Vous avez quitté le Luxembourg en 2013. À l’époque, qu’est-ce qui avait motivé ce choix?
«À l’âge de 16 ans, j’ai pris la décision de partir en Angleterre pour y passer un bac international. J’ai grandi à Luxembourg-ville, où j’étais à l’école primaire puis à l’Athénée, jusqu’à après la classe de quatrième. J’étais une enfant plutôt timide, avec peu de confiance en moi. À 16 ans, je ressentais le besoin de sortir de ma zone de confort. Pourquoi l’Angleterre? Bonne question. En vérité, j’ai choisi une école plutôt qu’un pays ou une ville. L’école se trouvait à Oxford, une charmante petite ville à une heure de Londres, et les études se déroulaient sur deux ans. Tout le monde démarrait et finissait le cycle en même temps, on y dormait tous. Les débuts sur place ont été difficiles : le système scolaire était très différent et je ne connaissais personne. Cependant, j’ai rapidement trouvé mes marques et je me suis épanouie dans ce nouvel environnement. Aujourd’hui, je suis convaincue que partir à l’étranger fut la meilleure décision de ma vie. J’ai, depuis, vécu dans sept pays.
Dans le détail?
«Après l’Angleterre, je suis partie en Espagne pour un bachelor de quatre années durant lesquelles j’ai vécu six mois en Chine et six autres mois en Allemagne, pour des stages à Francfort et à Munich. Par la suite, j’ai travaillé en Suisse et en Belgique, et je suis donc maintenant en France, depuis 2022.

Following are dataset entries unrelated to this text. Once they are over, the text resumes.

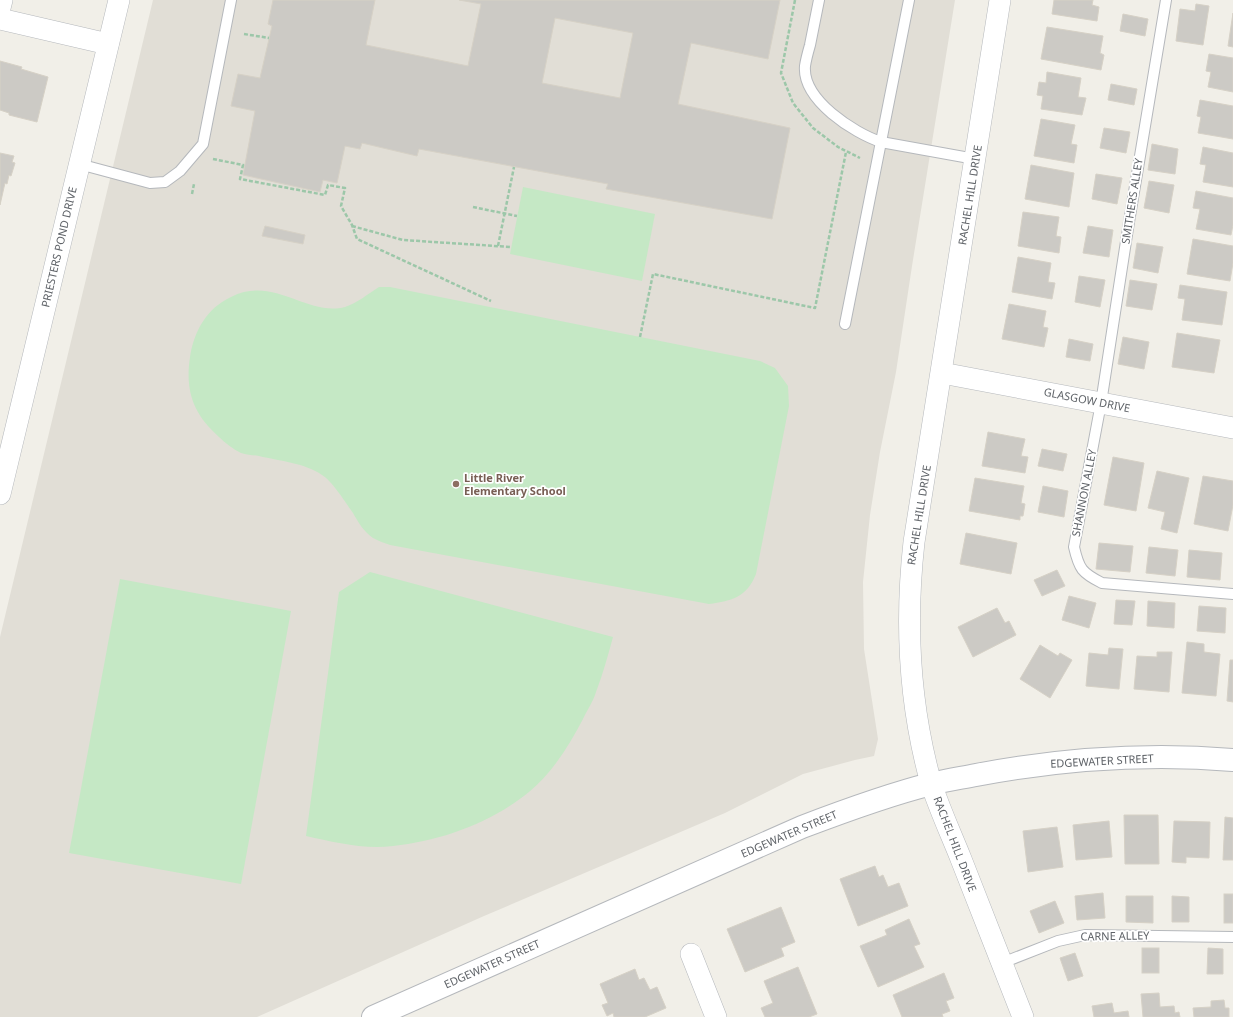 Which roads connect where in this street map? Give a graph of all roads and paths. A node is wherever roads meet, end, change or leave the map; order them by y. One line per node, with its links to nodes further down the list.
1 (2, 0): 8 (street)
2 (118, 0): 12 (street, PRIESTERS POND DRIVE)
3 (231, 0): 17 (lane)
4 (819, 0): 13 (lane)
5 (909, 0): 13 (lane)
6 (1000, 0): 16 (street, RACHEL HILL DRIVE)
7 (1166, 0): 31 (lane, SMITHERS ALLEY)
8 (0, 8)
9 (0, 19): 12 (street)
10 (244, 34): 11 (path)
11 (270, 38)
12 (108, 44): 17 (street, PRIESTERS POND DRIVE)
13 (881, 142): 16 (lane); 28 (lane)
14 (846, 152): 29 (path)
15 (207, 158): 24 (path)
16 (976, 159): 30 (street, RACHEL HILL DRIVE)
17 (79, 164): 33 (street, PRIESTERS POND DRIVE)
18 (514, 167): 22 (path)
19 (194, 182): 20 (path)
20 (192, 194)
21 (473, 207): 22 (path)
22 (505, 213): 23 (path); 25 (path)
23 (517, 216)
24 (352, 225): 25 (path); 27 (path)
25 (498, 246): 26 (path)
26 (511, 247)
27 (491, 300)
28 (844, 324)
29 (640, 337)
30 (942, 373): 31 (street, GLASGOW DRIVE); 36 (street, RACHEL HILL DRIVE)
31 (1101, 403): 32 (street, GLASGOW DRIVE); 34 (lane, SHANNON ALLEY)
32 (1233, 428)
33 (0, 494)
34 (1233, 594)
35 (1233, 760): 36 (street, EDGEWATER STREET)
36 (932, 784): 39 (street, RACHEL HILL DRIVE); 40 (street, EDGEWATER STREET)
37 (1233, 937): 39 (lane, CARNE ALLEY)
38 (691, 954): 42 (street)
39 (1002, 963): 43 (street, RACHEL HILL DRIVE)
40 (402, 1011): 41 (street, EDGEWATER STREET)
41 (373, 1017)
42 (716, 1017)
43 (1023, 1017)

Pourquoi ne pas être restée en Angleterre après le bac?
«J’ai postulé dans des universités en Angleterre, mais aussi à l’étranger. L’IE University que j’ai rejointe en Espagne se distinguait par le fait qu’elle s’organisait par classes d’une trentaine d’étudiants, comme au lycée. Je m’y suis rapidement sentie à l’aise, davantage que je ne l’aurais été dans un amphithéâtre à l’atmosphère plus impersonnelle. Il y avait des projets pratiques, on créait par exemple des business plans. Je baignais dans une ambiance de culture américaine ou de vie d’université américaine, mais en Espagne, avec les avantages de l’Espagne: il y fait beau, les gens sont accueillants, la nourriture est bonne, le coût de la vie abordable…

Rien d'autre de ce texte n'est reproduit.